(Saved entries)

* * * * * * * * *

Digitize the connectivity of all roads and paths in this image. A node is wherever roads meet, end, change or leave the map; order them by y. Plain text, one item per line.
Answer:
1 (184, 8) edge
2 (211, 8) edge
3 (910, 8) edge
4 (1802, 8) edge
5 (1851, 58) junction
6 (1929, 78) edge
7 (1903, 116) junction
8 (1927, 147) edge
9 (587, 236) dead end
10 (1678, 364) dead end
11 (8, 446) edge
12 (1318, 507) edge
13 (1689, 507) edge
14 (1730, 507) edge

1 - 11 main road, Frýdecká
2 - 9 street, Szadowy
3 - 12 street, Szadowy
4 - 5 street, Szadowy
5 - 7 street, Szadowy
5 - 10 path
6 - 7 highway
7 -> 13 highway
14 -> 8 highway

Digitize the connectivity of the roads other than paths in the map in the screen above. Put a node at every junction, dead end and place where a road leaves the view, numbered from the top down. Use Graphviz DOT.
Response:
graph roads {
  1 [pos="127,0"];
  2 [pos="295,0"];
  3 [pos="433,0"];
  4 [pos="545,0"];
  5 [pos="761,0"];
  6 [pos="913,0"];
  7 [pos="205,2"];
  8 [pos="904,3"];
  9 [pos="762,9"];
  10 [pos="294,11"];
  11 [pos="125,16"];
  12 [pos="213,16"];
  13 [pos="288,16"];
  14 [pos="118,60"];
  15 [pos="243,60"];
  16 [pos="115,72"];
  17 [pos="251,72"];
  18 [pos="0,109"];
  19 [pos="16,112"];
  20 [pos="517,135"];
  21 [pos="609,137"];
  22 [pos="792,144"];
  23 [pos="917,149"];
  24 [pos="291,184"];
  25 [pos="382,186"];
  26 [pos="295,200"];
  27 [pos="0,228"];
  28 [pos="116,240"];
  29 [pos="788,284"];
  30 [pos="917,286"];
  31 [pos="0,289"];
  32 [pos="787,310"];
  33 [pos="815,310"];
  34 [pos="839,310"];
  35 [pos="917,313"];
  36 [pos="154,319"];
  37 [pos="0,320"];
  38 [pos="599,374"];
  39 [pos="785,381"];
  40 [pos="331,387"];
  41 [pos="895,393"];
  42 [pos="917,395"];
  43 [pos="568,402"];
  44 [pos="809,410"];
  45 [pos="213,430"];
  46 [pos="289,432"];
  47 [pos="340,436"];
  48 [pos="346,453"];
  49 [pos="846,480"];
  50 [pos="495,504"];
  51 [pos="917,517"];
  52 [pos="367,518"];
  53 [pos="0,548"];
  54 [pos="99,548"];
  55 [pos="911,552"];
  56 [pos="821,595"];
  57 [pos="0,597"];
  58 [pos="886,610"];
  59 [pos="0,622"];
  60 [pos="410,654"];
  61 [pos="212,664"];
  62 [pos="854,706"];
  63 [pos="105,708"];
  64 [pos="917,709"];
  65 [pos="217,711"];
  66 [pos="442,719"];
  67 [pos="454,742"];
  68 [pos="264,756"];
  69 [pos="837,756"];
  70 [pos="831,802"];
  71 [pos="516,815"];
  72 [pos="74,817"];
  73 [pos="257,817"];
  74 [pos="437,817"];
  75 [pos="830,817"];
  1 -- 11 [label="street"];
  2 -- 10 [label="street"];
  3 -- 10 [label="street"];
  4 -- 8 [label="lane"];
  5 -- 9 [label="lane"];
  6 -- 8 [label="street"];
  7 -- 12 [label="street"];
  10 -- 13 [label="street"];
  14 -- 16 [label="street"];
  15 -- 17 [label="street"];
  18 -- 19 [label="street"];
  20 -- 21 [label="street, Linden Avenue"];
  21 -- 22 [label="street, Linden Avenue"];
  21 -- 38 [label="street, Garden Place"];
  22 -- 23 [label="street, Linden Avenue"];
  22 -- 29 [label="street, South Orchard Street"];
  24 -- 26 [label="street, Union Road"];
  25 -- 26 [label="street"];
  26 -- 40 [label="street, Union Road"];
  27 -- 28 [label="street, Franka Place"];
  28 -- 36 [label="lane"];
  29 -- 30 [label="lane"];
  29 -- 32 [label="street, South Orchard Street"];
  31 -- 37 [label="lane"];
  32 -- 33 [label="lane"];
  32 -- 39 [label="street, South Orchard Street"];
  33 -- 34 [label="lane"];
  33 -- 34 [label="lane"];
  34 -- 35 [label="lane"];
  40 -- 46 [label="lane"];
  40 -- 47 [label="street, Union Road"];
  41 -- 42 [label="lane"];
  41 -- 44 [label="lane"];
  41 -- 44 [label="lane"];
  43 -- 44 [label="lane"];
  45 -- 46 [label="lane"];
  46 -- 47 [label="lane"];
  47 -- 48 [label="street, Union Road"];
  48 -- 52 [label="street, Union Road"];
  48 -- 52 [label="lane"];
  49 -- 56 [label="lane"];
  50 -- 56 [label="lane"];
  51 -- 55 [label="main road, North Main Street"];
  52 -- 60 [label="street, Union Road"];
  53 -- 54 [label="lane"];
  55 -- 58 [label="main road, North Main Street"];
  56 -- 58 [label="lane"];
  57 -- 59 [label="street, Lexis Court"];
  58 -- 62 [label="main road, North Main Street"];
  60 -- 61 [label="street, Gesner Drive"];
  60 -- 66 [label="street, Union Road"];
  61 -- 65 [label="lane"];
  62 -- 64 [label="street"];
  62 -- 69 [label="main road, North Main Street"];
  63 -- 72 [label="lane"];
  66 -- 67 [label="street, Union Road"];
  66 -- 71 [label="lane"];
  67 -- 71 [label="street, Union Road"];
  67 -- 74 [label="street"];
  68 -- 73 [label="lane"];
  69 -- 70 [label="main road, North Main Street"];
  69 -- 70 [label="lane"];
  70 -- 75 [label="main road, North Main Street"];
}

* * * * * * * * *

### What to produce
None of the lines above may be skipped. Transcribe each one exactly.

### Your response
Digitize the connectivity of all roads and paths in this image. A node is wherever roads meet, end, change or leave the map; order them by y. Plain text, one item per line.
Answer:
1 (184, 8) edge
2 (211, 8) edge
3 (910, 8) edge
4 (1802, 8) edge
5 (1851, 58) junction
6 (1929, 78) edge
7 (1903, 116) junction
8 (1927, 147) edge
9 (587, 236) dead end
10 (1678, 364) dead end
11 (8, 446) edge
12 (1318, 507) edge
13 (1689, 507) edge
14 (1730, 507) edge

1 - 11 main road, Frýdecká
2 - 9 street, Szadowy
3 - 12 street, Szadowy
4 - 5 street, Szadowy
5 - 7 street, Szadowy
5 - 10 path
6 - 7 highway
7 -> 13 highway
14 -> 8 highway

Digitize the connectivity of the roads other than paths in the map in the screen above. Put a node at every junction, dead end and place where a road leaves the view, numbered from the top down. Use Graphviz DOT.
Response:
graph roads {
  1 [pos="127,0"];
  2 [pos="295,0"];
  3 [pos="433,0"];
  4 [pos="545,0"];
  5 [pos="761,0"];
  6 [pos="913,0"];
  7 [pos="205,2"];
  8 [pos="904,3"];
  9 [pos="762,9"];
  10 [pos="294,11"];
  11 [pos="125,16"];
  12 [pos="213,16"];
  13 [pos="288,16"];
  14 [pos="118,60"];
  15 [pos="243,60"];
  16 [pos="115,72"];
  17 [pos="251,72"];
  18 [pos="0,109"];
  19 [pos="16,112"];
  20 [pos="517,135"];
  21 [pos="609,137"];
  22 [pos="792,144"];
  23 [pos="917,149"];
  24 [pos="291,184"];
  25 [pos="382,186"];
  26 [pos="295,200"];
  27 [pos="0,228"];
  28 [pos="116,240"];
  29 [pos="788,284"];
  30 [pos="917,286"];
  31 [pos="0,289"];
  32 [pos="787,310"];
  33 [pos="815,310"];
  34 [pos="839,310"];
  35 [pos="917,313"];
  36 [pos="154,319"];
  37 [pos="0,320"];
  38 [pos="599,374"];
  39 [pos="785,381"];
  40 [pos="331,387"];
  41 [pos="895,393"];
  42 [pos="917,395"];
  43 [pos="568,402"];
  44 [pos="809,410"];
  45 [pos="213,430"];
  46 [pos="289,432"];
  47 [pos="340,436"];
  48 [pos="346,453"];
  49 [pos="846,480"];
  50 [pos="495,504"];
  51 [pos="917,517"];
  52 [pos="367,518"];
  53 [pos="0,548"];
  54 [pos="99,548"];
  55 [pos="911,552"];
  56 [pos="821,595"];
  57 [pos="0,597"];
  58 [pos="886,610"];
  59 [pos="0,622"];
  60 [pos="410,654"];
  61 [pos="212,664"];
  62 [pos="854,706"];
  63 [pos="105,708"];
  64 [pos="917,709"];
  65 [pos="217,711"];
  66 [pos="442,719"];
  67 [pos="454,742"];
  68 [pos="264,756"];
  69 [pos="837,756"];
  70 [pos="831,802"];
  71 [pos="516,815"];
  72 [pos="74,817"];
  73 [pos="257,817"];
  74 [pos="437,817"];
  75 [pos="830,817"];
  1 -- 11 [label="street"];
  2 -- 10 [label="street"];
  3 -- 10 [label="street"];
  4 -- 8 [label="lane"];
  5 -- 9 [label="lane"];
  6 -- 8 [label="street"];
  7 -- 12 [label="street"];
  10 -- 13 [label="street"];
  14 -- 16 [label="street"];
  15 -- 17 [label="street"];
  18 -- 19 [label="street"];
  20 -- 21 [label="street, Linden Avenue"];
  21 -- 22 [label="street, Linden Avenue"];
  21 -- 38 [label="street, Garden Place"];
  22 -- 23 [label="street, Linden Avenue"];
  22 -- 29 [label="street, South Orchard Street"];
  24 -- 26 [label="street, Union Road"];
  25 -- 26 [label="street"];
  26 -- 40 [label="street, Union Road"];
  27 -- 28 [label="street, Franka Place"];
  28 -- 36 [label="lane"];
  29 -- 30 [label="lane"];
  29 -- 32 [label="street, South Orchard Street"];
  31 -- 37 [label="lane"];
  32 -- 33 [label="lane"];
  32 -- 39 [label="street, South Orchard Street"];
  33 -- 34 [label="lane"];
  33 -- 34 [label="lane"];
  34 -- 35 [label="lane"];
  40 -- 46 [label="lane"];
  40 -- 47 [label="street, Union Road"];
  41 -- 42 [label="lane"];
  41 -- 44 [label="lane"];
  41 -- 44 [label="lane"];
  43 -- 44 [label="lane"];
  45 -- 46 [label="lane"];
  46 -- 47 [label="lane"];
  47 -- 48 [label="street, Union Road"];
  48 -- 52 [label="street, Union Road"];
  48 -- 52 [label="lane"];
  49 -- 56 [label="lane"];
  50 -- 56 [label="lane"];
  51 -- 55 [label="main road, North Main Street"];
  52 -- 60 [label="street, Union Road"];
  53 -- 54 [label="lane"];
  55 -- 58 [label="main road, North Main Street"];
  56 -- 58 [label="lane"];
  57 -- 59 [label="street, Lexis Court"];
  58 -- 62 [label="main road, North Main Street"];
  60 -- 61 [label="street, Gesner Drive"];
  60 -- 66 [label="street, Union Road"];
  61 -- 65 [label="lane"];
  62 -- 64 [label="street"];
  62 -- 69 [label="main road, North Main Street"];
  63 -- 72 [label="lane"];
  66 -- 67 [label="street, Union Road"];
  66 -- 71 [label="lane"];
  67 -- 71 [label="street, Union Road"];
  67 -- 74 [label="street"];
  68 -- 73 [label="lane"];
  69 -- 70 [label="main road, North Main Street"];
  69 -- 70 [label="lane"];
  70 -- 75 [label="main road, North Main Street"];
}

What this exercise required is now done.